The Social Network Paradox 

I thought this was a fascinating article about the implications of  us growing larger and larger networks on tools like Facebook and Tweeter. In this article a blogger named Nina Khosla talks about the disconnectedness between us and our core groups of friends as a result of us friending and liking more and more people and companies as we expand our social networks. I must admit I have found myself having to schedule lunch and dinner dates with friends (Something I should probably be doing anyways) in an attempt to keep up with the things happening in their lives as well as to communicate the happenings occurring in mine. Once a user acquires more than 500 friends or followers on Facebook and Twitter a shift occurs that transforms our interaction from dialogue to soundbites. We tend to share top of the brain experiences, trending news responses, birthday best wishes, and pictures from the latest event we attended.

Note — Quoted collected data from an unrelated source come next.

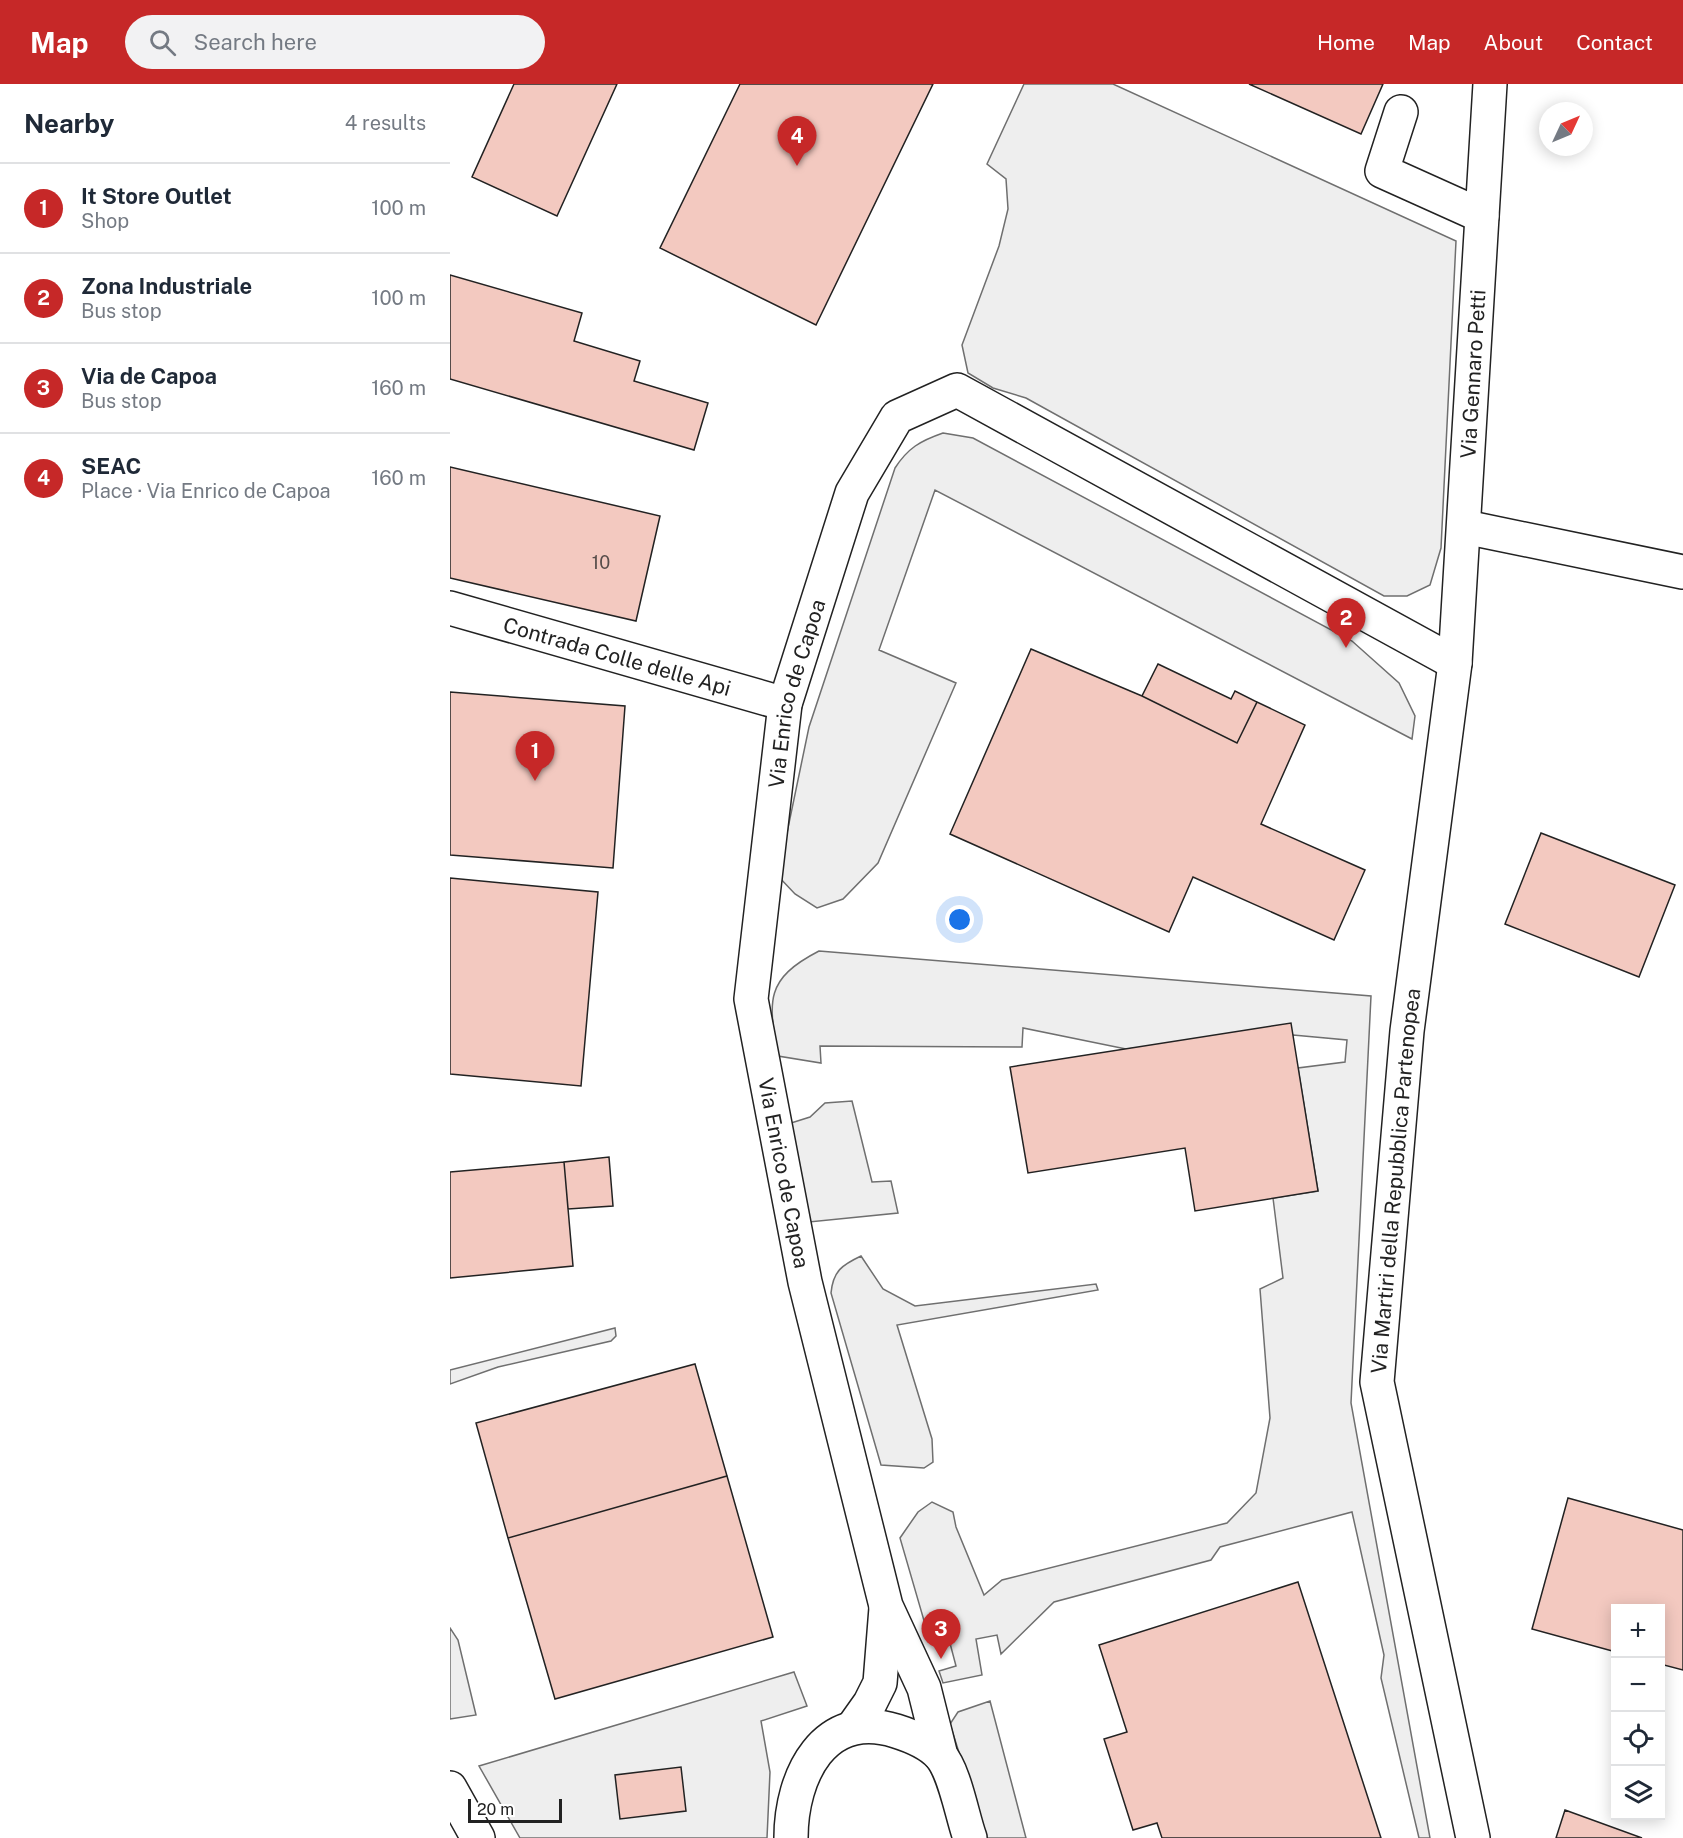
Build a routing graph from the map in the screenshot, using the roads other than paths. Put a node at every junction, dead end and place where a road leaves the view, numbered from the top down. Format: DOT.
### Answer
graph roads {
  1 [pos="1490,84"];
  2 [pos="1401,112"];
  3 [pos="1482,216"];
  4 [pos="1465,527"];
  5 [pos="1683,572"];
  6 [pos="450,608"];
  7 [pos="1455,663"];
  8 [pos="786,704"];
  9 [pos="886,1606"];
  10 [pos="853,1727"];
  11 [pos="941,1756"];
  12 [pos="450,1788"];
  13 [pos="478,1838"];
  14 [pos="791,1838"];
  15 [pos="970,1838"];
  16 [pos="1473,1838"];
  1 -- 3 [label="street, Via Gennaro Petti"];
  2 -- 3 [label="street"];
  3 -- 4 [label="street, Via Gennaro Petti"];
  4 -- 5 [label="street"];
  4 -- 7 [label="street, Via Gennaro Petti"];
  6 -- 8 [label="street, Contrada Colle delle Api"];
  7 -- 8 [label="street, Via Enrico de Capoa"];
  7 -- 16 [label="street, Via Martiri della Repubblica Partenopea"];
  8 -- 9 [label="street, Via Enrico de Capoa"];
  9 -- 10 [label="street, Via Enrico de Capoa"];
  9 -- 11 [label="street, Via Enrico de Capoa"];
  10 -- 11 [label="street"];
  10 -- 14 [label="street"];
  11 -- 15 [label="street, Via Enrico de Capoa"];
  12 -- 13 [label="street"];
}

I don’t mean to take away from the all the positive aspects of these tools; how else would a stay connected to my cousin who is currently wrapping up medical school in Taiwan if it weren’t for Facebook, however I must agree that there is a lack of depth produced by the continued expansion of our social networks. Google+ tried to address this by creating ‘circles’ a tool I adore, however it created a new problem which is the fact that I know feel the need to create content to communicate to each of my circles in an effort to engage each of my circles equally, a process quickly becomes very time-consuming.  

Nina comments:

“Therein lies the paradox of the social network that no one wants to admit: as the size of the network increases, our ability to be social decreases.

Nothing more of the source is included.